After giving it more thought, there are certain circumstances in which this could actually be a good idea:

(1) The assignment aligns with your strengths

If you get to roll up your sleeves, do what you’re best at, show others your natural talents and increase your contribution, then I say “Go for it!”

Honestly, I’ve taken on many “crap assignments” through the years that no one else wanted BUT I knew they were opportunities to do work I loved.

If that’s not the case for you with an assignment you’re considering, then I say “Proceed with caution.”

Click here for more tips on how to leverage your strengths.

(2) Your values will be satisfied

When you’re clear on your values — those aspects of your work life that are non-negotiable — and you use them in your decision making process to evaluate opportunities, you’ll increase your chances for overall satisfaction.

For example, if one of your core values is “creativity” and the assignment requires strict adherence to existing procedures, you may feel uninspired to do this work. Or, perhaps one of your values is “autonomy” but the assignment includes being micro-managed.

Click here for a few quick tips on creating your own set of values.

Realistically, there are pros and cons to most opportunities. The key is to ask yourself, “If I take this on, will my needs be met?”

Whatever the situation is, it’s helpful to know how it will align with your needs BEFORE you raise your hand.

If you take on an assignment where your values are not being honored, you may feel disappointed, frustrated, resentful and even angry.

(3) It’s a step closer to your longer term vision

If you’re going to be doing work you’re good at AND your values will be satisfied, the next question is, “How will this assignment help you step closer to your longer term vision?”

Click here to watch a quick video on creating your longer term vision.

If it will give you the opportunity to show others what you’re capable of, that’s a clear selling point.

You may see this as a stepping stone to the next role you have your eye on.
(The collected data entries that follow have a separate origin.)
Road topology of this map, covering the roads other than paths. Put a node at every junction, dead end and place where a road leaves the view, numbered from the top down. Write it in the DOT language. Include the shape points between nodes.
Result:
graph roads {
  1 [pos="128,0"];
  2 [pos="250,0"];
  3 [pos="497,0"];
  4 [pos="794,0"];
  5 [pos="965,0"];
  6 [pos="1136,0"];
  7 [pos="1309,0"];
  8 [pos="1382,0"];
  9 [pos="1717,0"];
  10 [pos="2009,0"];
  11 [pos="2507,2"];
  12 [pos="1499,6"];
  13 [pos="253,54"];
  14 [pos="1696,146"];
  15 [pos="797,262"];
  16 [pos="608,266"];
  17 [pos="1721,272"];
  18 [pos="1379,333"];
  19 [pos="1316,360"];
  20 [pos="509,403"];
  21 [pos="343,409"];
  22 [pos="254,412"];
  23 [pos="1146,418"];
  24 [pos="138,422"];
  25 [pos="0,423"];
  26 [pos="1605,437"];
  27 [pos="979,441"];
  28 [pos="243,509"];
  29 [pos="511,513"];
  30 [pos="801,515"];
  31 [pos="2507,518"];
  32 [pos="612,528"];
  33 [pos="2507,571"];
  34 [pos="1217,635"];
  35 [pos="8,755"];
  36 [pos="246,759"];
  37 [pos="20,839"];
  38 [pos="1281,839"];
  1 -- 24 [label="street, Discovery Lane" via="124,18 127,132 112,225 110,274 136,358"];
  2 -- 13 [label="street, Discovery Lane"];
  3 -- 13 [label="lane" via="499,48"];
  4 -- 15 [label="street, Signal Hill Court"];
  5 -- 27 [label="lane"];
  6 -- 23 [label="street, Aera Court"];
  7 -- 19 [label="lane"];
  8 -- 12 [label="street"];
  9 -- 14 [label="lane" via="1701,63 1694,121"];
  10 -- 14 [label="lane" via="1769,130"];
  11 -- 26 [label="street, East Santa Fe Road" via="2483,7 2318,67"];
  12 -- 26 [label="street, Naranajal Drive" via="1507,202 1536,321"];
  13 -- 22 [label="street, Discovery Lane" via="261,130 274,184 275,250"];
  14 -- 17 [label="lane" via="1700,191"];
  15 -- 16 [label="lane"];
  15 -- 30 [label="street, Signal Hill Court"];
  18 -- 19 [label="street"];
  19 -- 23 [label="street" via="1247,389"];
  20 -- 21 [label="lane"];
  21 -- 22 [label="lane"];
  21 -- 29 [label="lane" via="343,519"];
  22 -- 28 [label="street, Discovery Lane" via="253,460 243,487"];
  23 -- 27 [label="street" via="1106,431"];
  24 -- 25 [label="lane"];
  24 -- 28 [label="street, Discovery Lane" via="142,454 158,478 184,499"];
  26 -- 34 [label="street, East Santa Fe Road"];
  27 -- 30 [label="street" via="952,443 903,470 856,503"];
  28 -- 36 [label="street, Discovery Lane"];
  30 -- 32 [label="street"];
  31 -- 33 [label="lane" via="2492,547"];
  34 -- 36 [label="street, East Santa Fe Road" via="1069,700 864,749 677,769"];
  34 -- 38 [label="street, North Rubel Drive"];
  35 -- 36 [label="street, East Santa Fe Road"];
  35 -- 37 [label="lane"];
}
Or you realize it’s a chance to do much more of what you like to do.

I’ve taken this path myself. I’ve accepted roles and projects that no one else wanted — and benefitted greatly.

I’ve had people say to me, “Oh, I’m sorry to hear that you’re going to be taking that on. That’s too bad.”

I would always laugh and say, “Actually, I’m really excited about it!” and I’d share a little slice of my vision.

I saw the hidden gem waiting to be revealed. I saw potential in the situation to have a significant impact, doing what I loved.

I wish the same for you!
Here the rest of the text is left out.